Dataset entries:

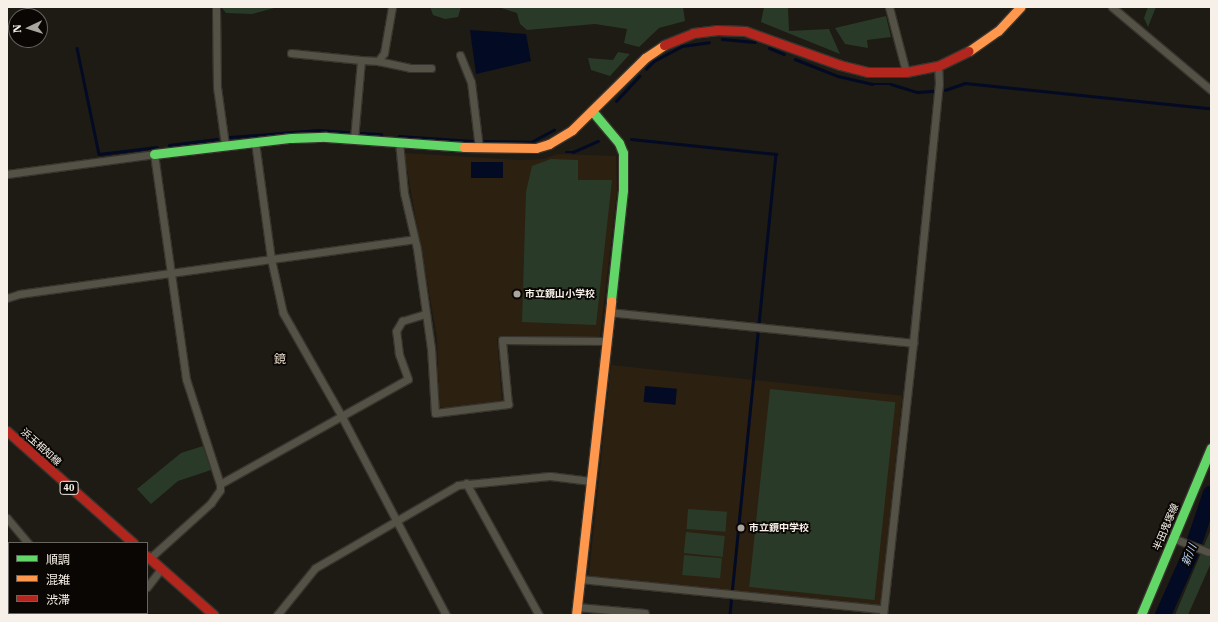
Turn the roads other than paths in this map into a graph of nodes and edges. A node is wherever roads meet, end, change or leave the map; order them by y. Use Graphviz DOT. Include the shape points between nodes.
graph roads {
  1 [pos="216,7"];
  2 [pos="392,7"];
  3 [pos="889,7"];
  4 [pos="1020,7"];
  5 [pos="1112,7"];
  6 [pos="291,53"];
  7 [pos="460,55"];
  8 [pos="361,60"];
  9 [pos="378,61"];
  10 [pos="938,66"];
  11 [pos="431,68"];
  12 [pos="906,72"];
  13 [pos="1211,90"];
  14 [pos="593,112"];
  15 [pos="354,139"];
  16 [pos="255,142"];
  17 [pos="398,142"];
  18 [pos="225,145"];
  19 [pos="479,148"];
  20 [pos="154,154"];
  21 [pos="7,174"];
  22 [pos="414,239"];
  23 [pos="271,260"];
  24 [pos="170,274"];
  25 [pos="7,298"];
  26 [pos="609,312"];
  27 [pos="426,314"];
  28 [pos="606,341"];
  29 [pos="913,343"];
  30 [pos="342,417"];
  31 [pos="7,431"];
  32 [pos="1211,448"];
  33 [pos="590,481"];
  34 [pos="466,483"];
  35 [pos="220,484"];
  36 [pos="7,518"];
  37 [pos="396,520"];
  38 [pos="1176,539"];
  39 [pos="27,542"];
  40 [pos="131,542"];
  41 [pos="1207,552"];
  42 [pos="149,557"];
  43 [pos="161,568"];
  44 [pos="580,579"];
  45 [pos="148,586"];
  46 [pos="576,611"];
  47 [pos="883,612"];
  48 [pos="645,613"];
  49 [pos="214,615"];
  50 [pos="277,615"];
  51 [pos="446,615"];
  52 [pos="539,615"];
  53 [pos="1141,615"];
  1 -- 18 [label="street" via="217,86"];
  2 -- 9 [label="street" via="384,53"];
  3 -- 12 [label="street"];
  4 -- 10 [label="street" via="998,30 973,49"];
  5 -- 13 [label="street"];
  6 -- 8 [label="street"];
  7 -- 19 [label="street" via="471,82"];
  8 -- 9 [label="street"];
  8 -- 15 [label="street"];
  9 -- 11 [label="street" via="410,68"];
  10 -- 12 [label="street"];
  10 -- 29 [label="street" via="939,84"];
  12 -- 14 [label="street" via="868,72 840,65 764,36 745,31 716,30 693,33 669,41 645,58"];
  14 -- 19 [label="street" via="572,130 549,144 518,150"];
  14 -- 26 [label="street" via="619,142 623,153 623,190"];
  15 -- 16 [label="street" via="326,137"];
  15 -- 17 [label="street"];
  16 -- 18 [label="street"];
  16 -- 23 [label="street"];
  17 -- 19 [label="street"];
  17 -- 22 [label="street" via="404,192"];
  18 -- 20 [label="street"];
  20 -- 21 [label="street"];
  20 -- 24 [label="street"];
  22 -- 23 [label="street"];
  22 -- 27 [label="street"];
  23 -- 24 [label="street"];
  23 -- 30 [label="street" via="283,312"];
  24 -- 25 [label="street" via="19,294"];
  24 -- 35 [label="street" via="186,379"];
  26 -- 28 [label="street"];
  26 -- 29 [label="street"];
  27 -- 28 [label="street" via="435,413 508,404 502,340"];
  27 -- 30 [label="street" via="402,321 396,331 399,354 408,379"];
  28 -- 33 [label="street"];
  29 -- 47 [label="street"];
  30 -- 35 [label="street"];
  30 -- 37 [label="street"];
  31 -- 40 [label="street, 浜玉相知線 / 40"];
  32 -- 38 [label="street, 半田鬼塚線"];
  33 -- 34 [label="street" via="550,476"];
  33 -- 44 [label="street"];
  34 -- 37 [label="street"];
  34 -- 52 [label="street"];
  35 -- 42 [label="street" via="220,490 211,503"];
  36 -- 39 [label="street"];
  37 -- 50 [label="street" via="315,568"];
  37 -- 51 [label="street"];
  38 -- 41 [label="street"];
  38 -- 53 [label="street, 半田鬼塚線"];
  42 -- 43 [label="street"];
  43 -- 45 [label="street"];
  43 -- 49 [label="street"];
  44 -- 46 [label="street"];
  44 -- 47 [label="street" via="732,593"];
  46 -- 48 [label="street"];
}
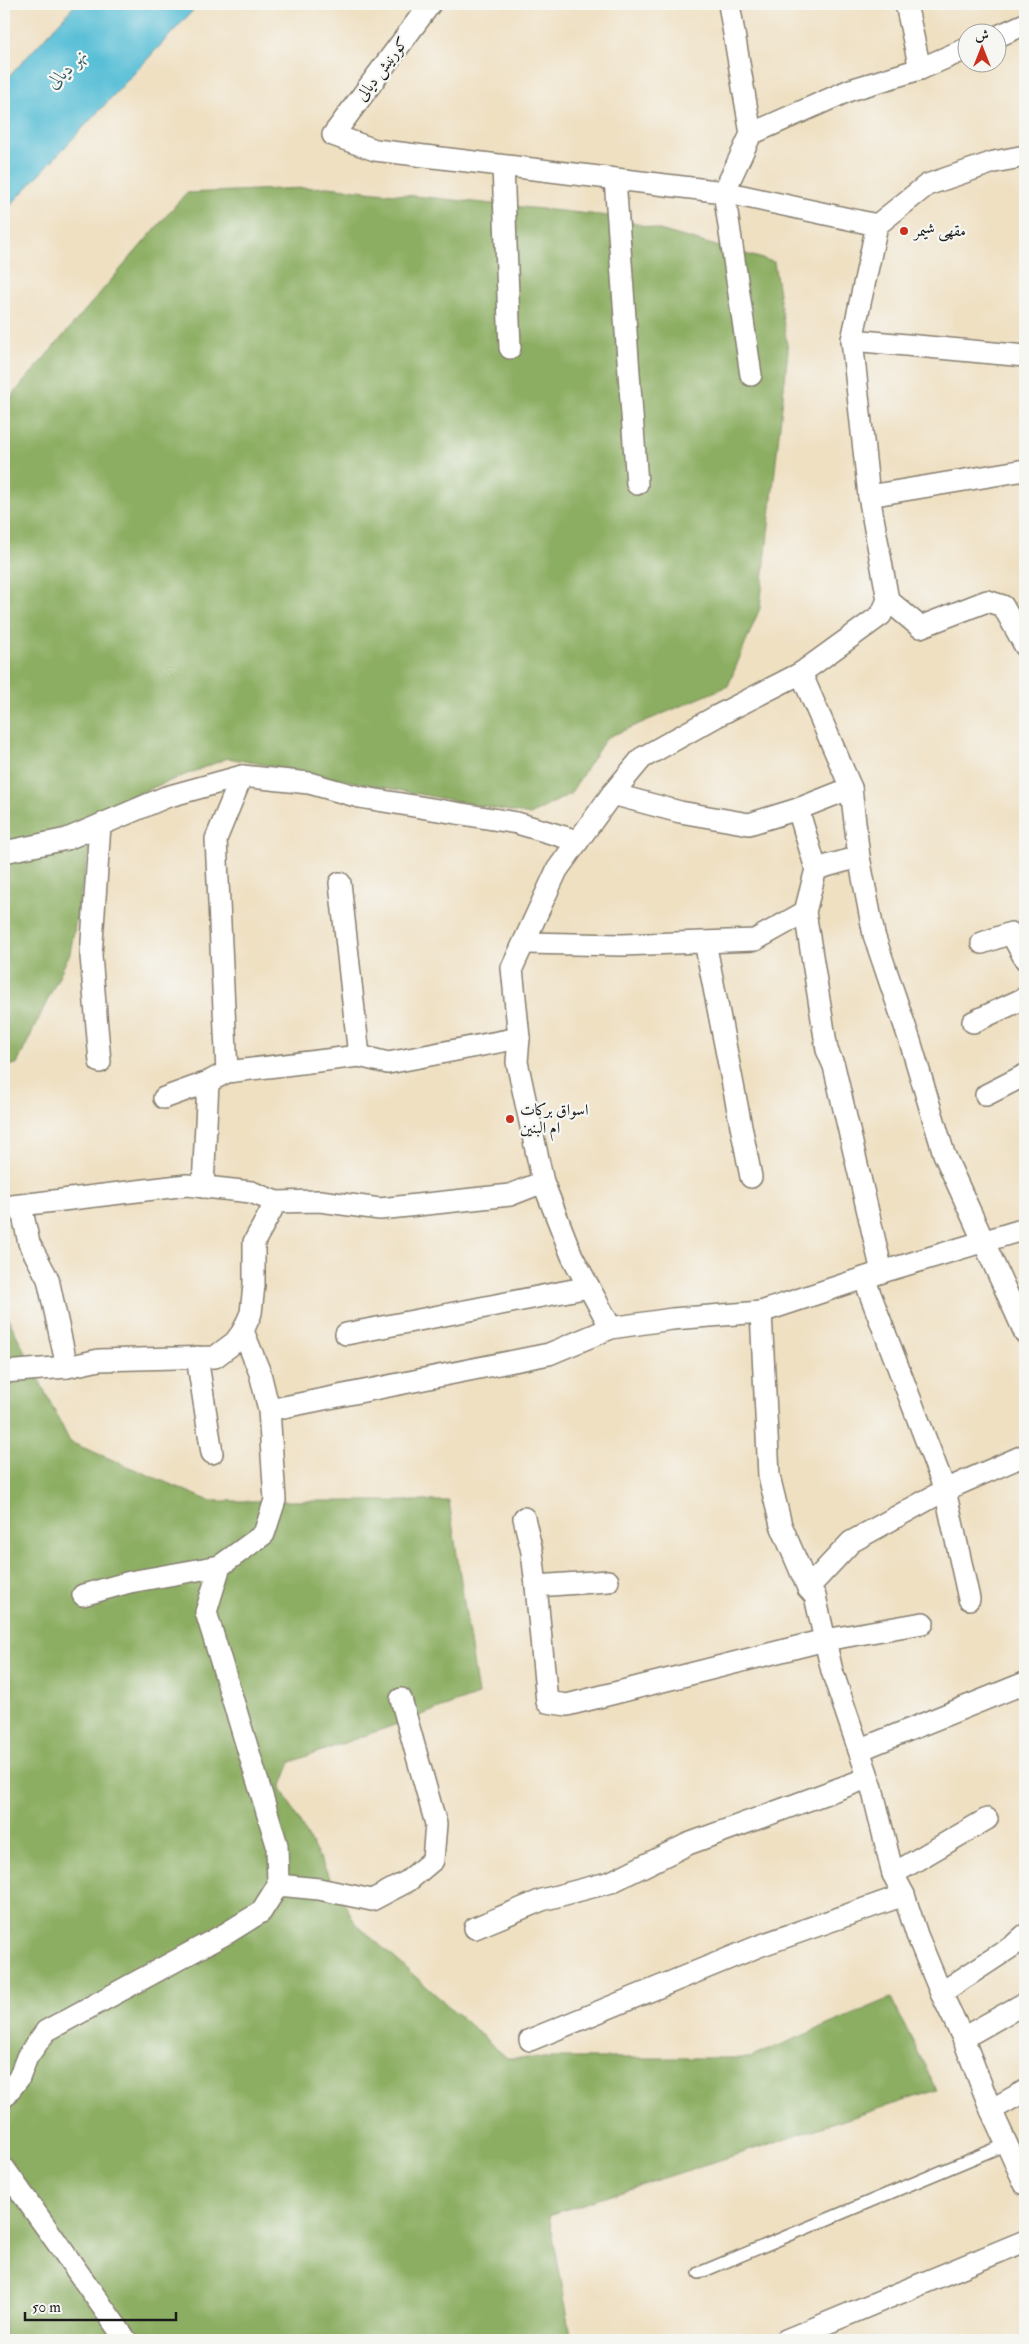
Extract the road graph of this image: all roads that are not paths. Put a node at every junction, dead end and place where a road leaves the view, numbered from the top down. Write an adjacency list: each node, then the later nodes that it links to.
1 (430, 4): 10 (street, كورنيش ديالى)
2 (729, 4): 8 (street)
3 (906, 4): 7 (street)
4 (1025, 24): 5 (street)
5 (1006, 32)
6 (956, 53): 7 (street)
7 (920, 69): 8 (street)
8 (751, 134): 12 (street)
9 (1025, 156): 13 (street)
10 (504, 166): 11 (street); 15 (street)
11 (615, 179): 12 (street); 19 (street)
12 (724, 192): 13 (street); 17 (street)
13 (877, 225): 14 (street)
14 (852, 340): 16 (street); 20 (street)
15 (510, 348)
16 (1025, 356)
17 (751, 375)
18 (1025, 470): 20 (street)
19 (637, 484)
20 (869, 496): 21 (street)
21 (888, 600): 22 (street); 23 (street)
22 (1025, 646)
23 (801, 673): 25 (street); 26 (street)
24 (242, 776): 28 (street); 29 (street); 44 (street)
25 (851, 788): 27 (street); 31 (street)
26 (612, 794): 27 (street); 29 (street)
27 (798, 809): 32 (street)
28 (100, 825): 30 (street); 43 (street)
29 (578, 841): 36 (street)
30 (4, 852)
31 (859, 857): 32 (street); 55 (street)
32 (816, 869): 34 (street)
33 (340, 883): 42 (street)
34 (805, 912): 35 (street); 56 (street)
35 (705, 942): 36 (street); 49 (street)
36 (524, 943): 41 (street)
37 (982, 943): 38 (street)
38 (1025, 959)
39 (1025, 998): 40 (street)
40 (973, 1022)
41 (520, 1038): 42 (street); 50 (street)
42 (359, 1056): 44 (street)
43 (100, 1062)
44 (227, 1072): 46 (street)
45 (1025, 1075): 47 (street)
46 (208, 1082): 48 (street); 51 (street)
47 (986, 1095)
48 (164, 1098)
49 (751, 1177)
50 (543, 1182): 52 (street); 57 (street)
51 (203, 1187): 52 (street); 53 (street)
52 (276, 1202): 60 (street)
53 (12, 1206): 64 (street)
54 (1025, 1229): 55 (street)
55 (984, 1241): 56 (street); 61 (street)
56 (873, 1275): 58 (street); 69 (street)
57 (589, 1287): 59 (street); 62 (street)
58 (761, 1312): 59 (street); 74 (street)
59 (611, 1328): 66 (street)
60 (244, 1331): 63 (street); 66 (street)
61 (1025, 1333)
62 (346, 1334)
63 (197, 1357): 64 (street); 67 (street)
64 (67, 1367): 65 (street)
65 (4, 1372)
66 (269, 1410): 71 (street)
67 (212, 1453)
68 (1025, 1455): 69 (street)
69 (944, 1490): 74 (street); 76 (street)
70 (524, 1518): 73 (street)
71 (220, 1566): 75 (street); 85 (street)
72 (608, 1581): 73 (street)
73 (536, 1586): 78 (street)
74 (808, 1588): 78 (street)
75 (83, 1594)
76 (970, 1599)
77 (923, 1623): 78 (street)
78 (825, 1640): 81 (street)
79 (1025, 1683): 81 (street)
80 (401, 1699): 85 (street)
81 (859, 1750): 82 (street)
82 (868, 1778): 84 (street); 87 (street)
83 (987, 1819): 84 (street)
84 (893, 1874): 86 (street)
85 (278, 1885): 94 (street)
86 (904, 1895): 89 (street); 92 (street)
87 (475, 1928)
88 (1025, 1935): 89 (street)
89 (941, 1993): 91 (street)
90 (1025, 2003): 91 (street)
91 (963, 2038): 95 (street)
92 (530, 2040)
93 (1025, 2091): 95 (street)
94 (4, 2097)
95 (991, 2110): 96 (street)
96 (1007, 2144): 98 (street); 100 (lane)
97 (4, 2168): 101 (street)
98 (1025, 2184)
99 (1025, 2241): 102 (street)
100 (698, 2273)
101 (126, 2340)
102 (786, 2340)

ASSIGNMENT:
Say how many lines above contain "paths", and give no words besides the number.

RESULT OF THIS EXERCISE:
2